Training a dog requires emotional control, a skill that is critical for people recovering from trauma. Gordon told Live Science how he learned to use his voice to provide positive or negative feedback to the dog. He would use his "Richard Simmons voice" when the animal was doing the right thing, and his "Arnold Schwarzenegger voice" when it wasn't, he said.
Though Gordon admits he still has a way to go, working with the dogs has made him a more patient and effective parent, he said.
How it started
As it happens, parenting is where the program began.
Back in 1996, Rick Yount, who was a social worker working with foster children, recalls taking an 11-year-old boy away from his biological mother to an emergency foster home; Yount happened to bring his golden retriever puppy, Gabe, along for the ride. The boy was understandably hysterical, but at some point during the ride, the child started petting the dog on his lap, and he calmed down. Yount realized the power of the dog's presence, and he certified Gabe as a service dog.
In 2001, Yount started a service-dog training program, enlisting at-risk teens to help train the dogs, to help the youth develop healthy social and emotional skills. In 2008, Yount started a similar program at a treatment center in Palo Alto, Calif., for veterans with PTSD, an anxiety disorder caused by extreme emotional trauma.
As a result of the program's efficacy, Yount launched a service-dog training program at the National Intrepid Center of Excellence at the Walter Reed National Military Medical Center in Bethesda, Md., in 2010.
Service men and women "are trained so well, and when they come back from war, they're going back into community and family settings, and their training doesn't suit them so well for family or community life," Yount said. The idea is that by working with the dogs, the veterans will relearn the skills necessary to function in society, he told Live Science.
The dogs then go on to become service dogs for veterans with physical disabilities. This gives veterans a continued sense of having a mission, Yount said, adding that it's part of the "warrior ethos."

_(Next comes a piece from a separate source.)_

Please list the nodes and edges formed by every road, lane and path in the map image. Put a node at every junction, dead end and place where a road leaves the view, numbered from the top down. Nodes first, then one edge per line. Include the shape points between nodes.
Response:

About 85 veterans have taken part in the dog-training program so far, and the program has recently graduated its first five dogs.
Fido's healing power
The idea of using dogs to rehabilitate wounded soldiers isn't new. The use of therapy dogs goes back to World War II, when American Cpl. William Wynne found an abandoned Yorkshire terrier, whom he named Smoky, on the battlefield. When Wynne was recovering from a tropical disease at a hospital in New Guinea, Smoky made the rounds on the ward, visiting wounded soldiers and sleeping alongside Wynne.
These days, the use therapy dogs is widespread, for everyone from the elderly to victims of mass shootings. Their use in treating PTSD is still relatively new, but more and more programs are springing up.

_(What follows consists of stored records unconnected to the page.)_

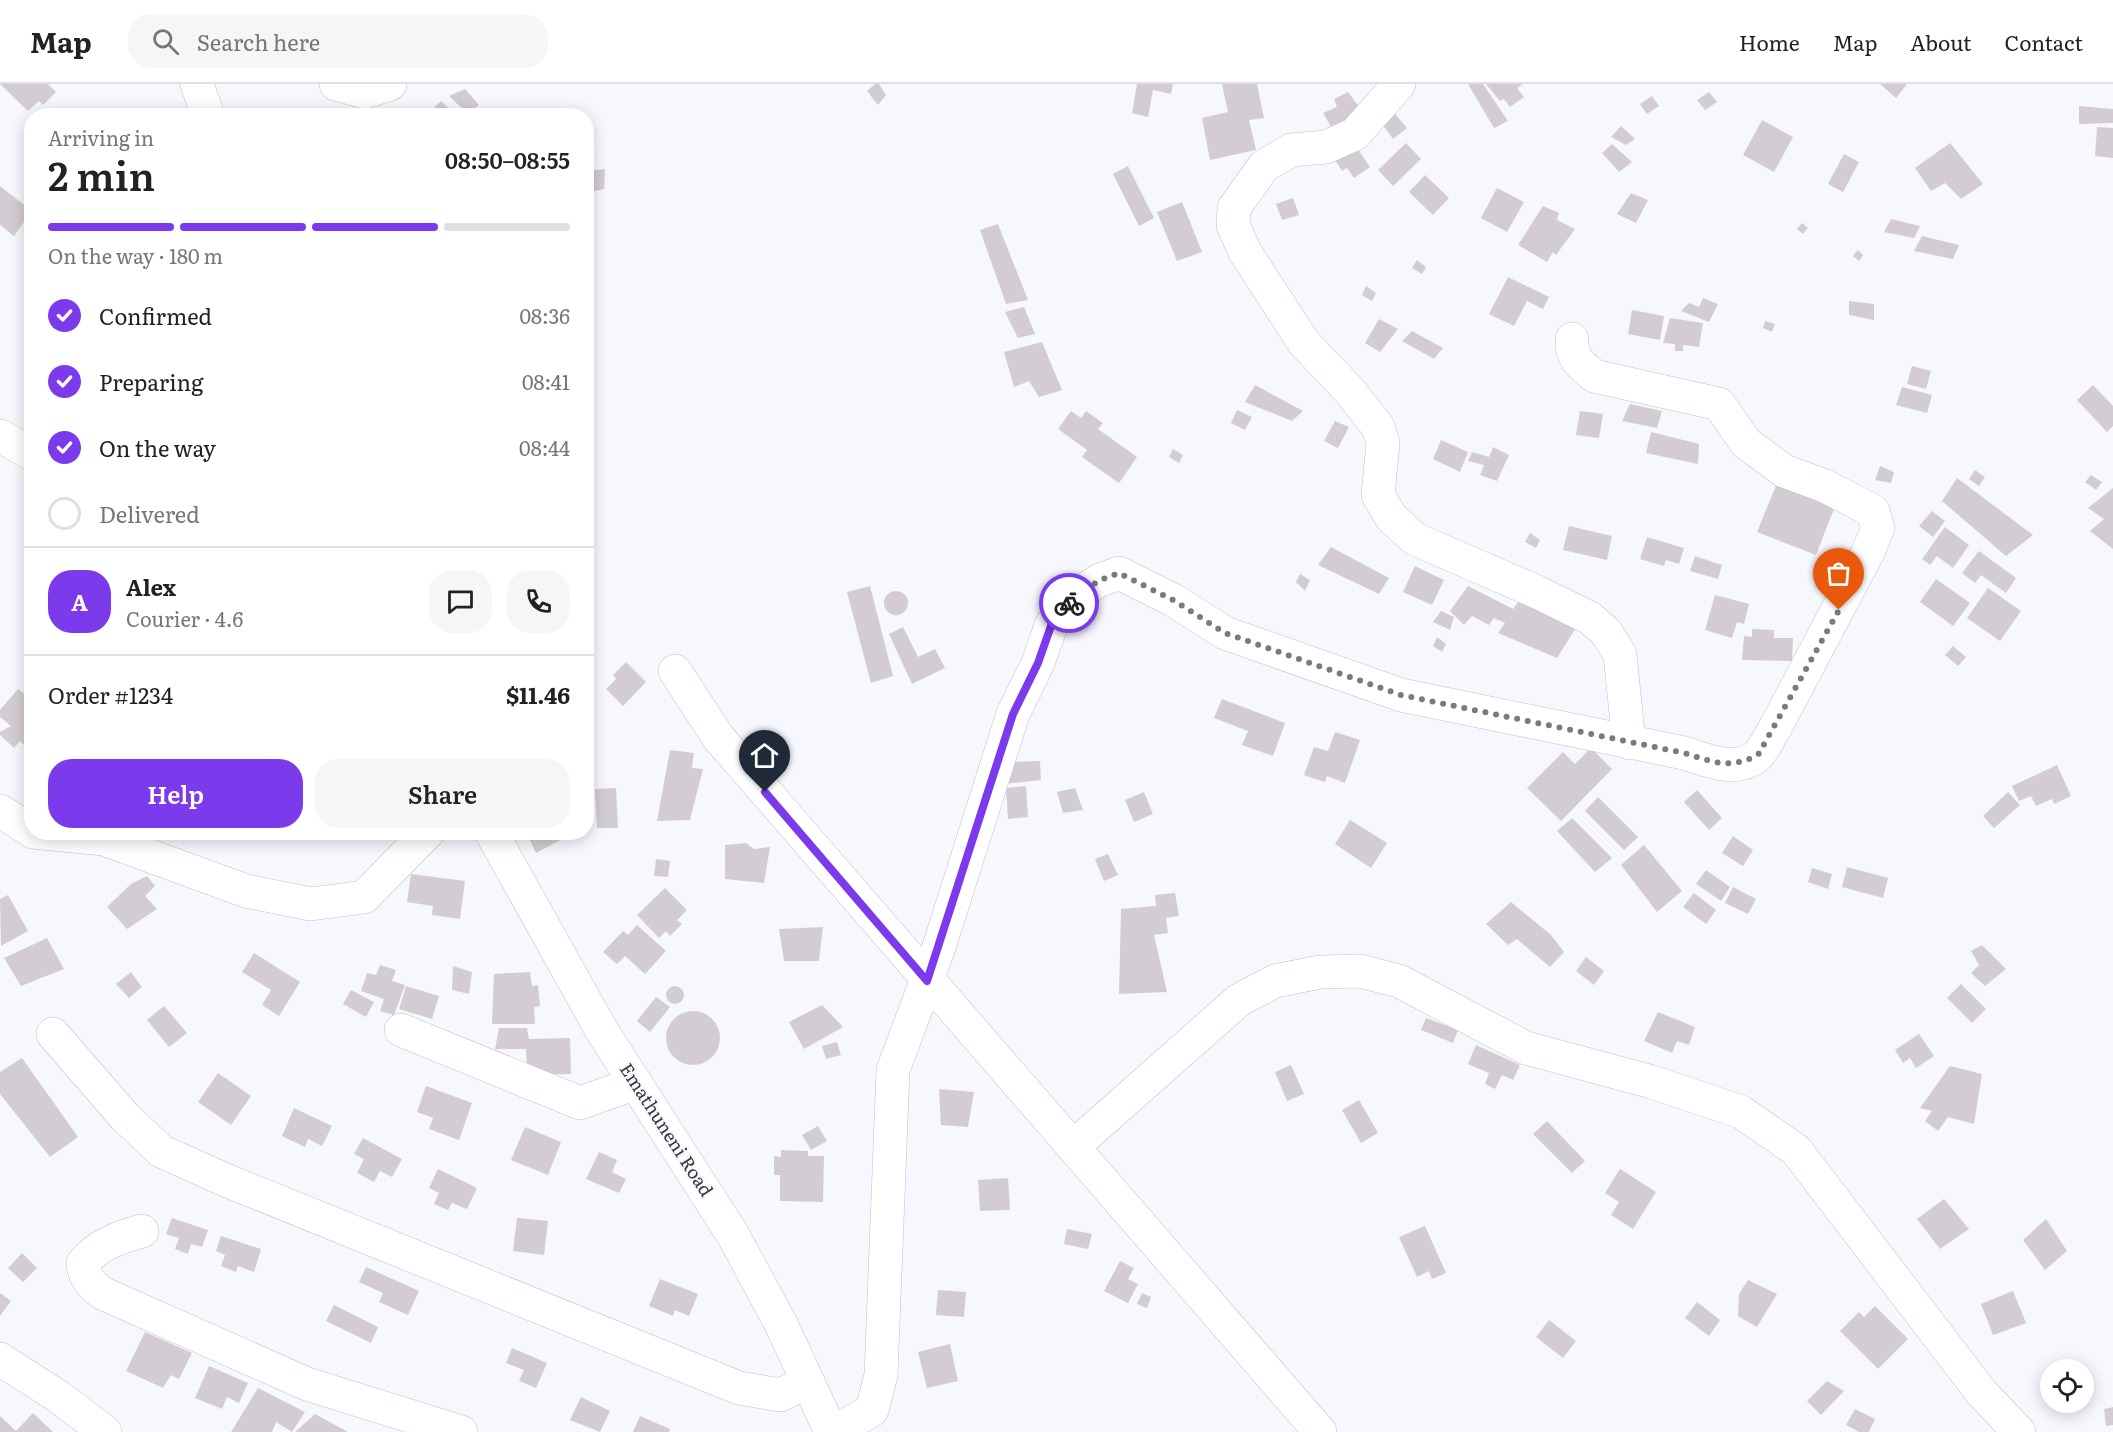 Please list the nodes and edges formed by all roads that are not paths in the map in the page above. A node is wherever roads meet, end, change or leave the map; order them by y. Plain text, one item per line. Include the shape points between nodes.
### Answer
1 (197, 84) edge
2 (336, 84) edge
3 (390, 84) edge
4 (1399, 84) edge
5 (205, 108) edge
6 (1572, 339) dead end
7 (0, 436) edge
8 (24, 450) edge
9 (675, 671) dead end
10 (1629, 743) junction
11 (0, 811) edge
12 (24, 827) edge
13 (107, 840) edge
14 (420, 840) edge
15 (495, 840) edge
16 (927, 981) junction
17 (401, 1030) dead end
18 (52, 1034) dead end
19 (636, 1083) junction
20 (1074, 1146) junction
21 (142, 1231) dead end
22 (0, 1359) edge
23 (808, 1382) junction
24 (105, 1432) edge
25 (461, 1432) edge
26 (833, 1432) edge
27 (1320, 1432) edge
28 (2019, 1432) edge

1 - 5 street
2 - 3 street via 365,92
4 - 10 street via 1355,134 1326,147 1291,150 1264,166 1234,208 1233,225 1245,252 1304,343 1378,427 1383,443 1378,495 1391,517 1415,539 1537,592 1590,618 1607,633 1620,655
6 - 10 street via 1571,353 1593,376 1719,404 1746,443 1784,471 1826,486 1873,511 1878,528 1829,628 1758,755 1740,764 1720,763
7 - 8 street
9 - 16 street via 718,737
10 - 16 street via 1401,695 1225,633 1173,600 1119,573 1098,581 1062,608 1051,626 1013,714
11 - 12 street
13 - 14 street via 246,891 311,904 364,897
15 - 19 street, Emathuneni Road via 602,1031
16 - 20 street
16 - 26 street via 893,1070 881,1375 872,1410
17 - 19 street via 580,1103
18 - 23 street via 125,1117 161,1151 739,1388 780,1395
19 - 23 street, Emathuneni Road via 733,1235
20 - 27 street
20 - 28 street via 1239,1000 1257,990 1275,981 1320,972 1360,971 1399,981 1526,1048 1653,1082 1741,1113 1796,1150 1981,1392
21 - 25 street via 110,1242 88,1257 83,1263 84,1272 93,1287 307,1384
22 - 24 street
23 - 26 street, Emathuneni Road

The American Humane Association in Washington, D.C., a nonprofit dedicated to protecting children and animals, has a similar program that pairs service dogs with veterans, called Wags4Patriots.

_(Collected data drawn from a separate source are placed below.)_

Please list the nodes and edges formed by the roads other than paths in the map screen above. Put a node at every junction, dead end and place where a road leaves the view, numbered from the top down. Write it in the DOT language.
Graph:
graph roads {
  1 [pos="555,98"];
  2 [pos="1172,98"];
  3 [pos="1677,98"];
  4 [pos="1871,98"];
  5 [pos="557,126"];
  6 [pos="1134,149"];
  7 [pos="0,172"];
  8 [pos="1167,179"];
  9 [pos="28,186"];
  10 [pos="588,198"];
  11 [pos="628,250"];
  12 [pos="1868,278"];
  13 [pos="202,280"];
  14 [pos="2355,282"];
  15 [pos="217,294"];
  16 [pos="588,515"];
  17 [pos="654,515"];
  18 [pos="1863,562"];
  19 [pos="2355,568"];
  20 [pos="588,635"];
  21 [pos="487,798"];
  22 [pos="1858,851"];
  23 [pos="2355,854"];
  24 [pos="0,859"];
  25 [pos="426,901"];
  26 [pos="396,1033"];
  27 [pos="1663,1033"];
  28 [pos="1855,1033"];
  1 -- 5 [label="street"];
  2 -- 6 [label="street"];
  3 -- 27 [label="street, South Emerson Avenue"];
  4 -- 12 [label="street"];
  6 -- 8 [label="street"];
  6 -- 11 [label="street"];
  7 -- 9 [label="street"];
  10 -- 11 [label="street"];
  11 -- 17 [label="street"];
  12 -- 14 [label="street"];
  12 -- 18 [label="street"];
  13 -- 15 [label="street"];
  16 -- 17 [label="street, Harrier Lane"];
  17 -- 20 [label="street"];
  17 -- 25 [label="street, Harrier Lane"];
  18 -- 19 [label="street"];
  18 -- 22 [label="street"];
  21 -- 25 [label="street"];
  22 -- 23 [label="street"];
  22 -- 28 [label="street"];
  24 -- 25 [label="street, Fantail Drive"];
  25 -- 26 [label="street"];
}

"Research has shown [dogs] can provide social support as a coping strategy in dealing with trauma," said Amy McCullough, national director of animal-assisted therapy at the nonprofit.
The animals have been known to decrease blood pressure and heart rate, boost feeling of self-worth and reduce stress, McCullough said. Plus, the dogs need to be cared for. "It's a reason to get out of bed in the morning," she said.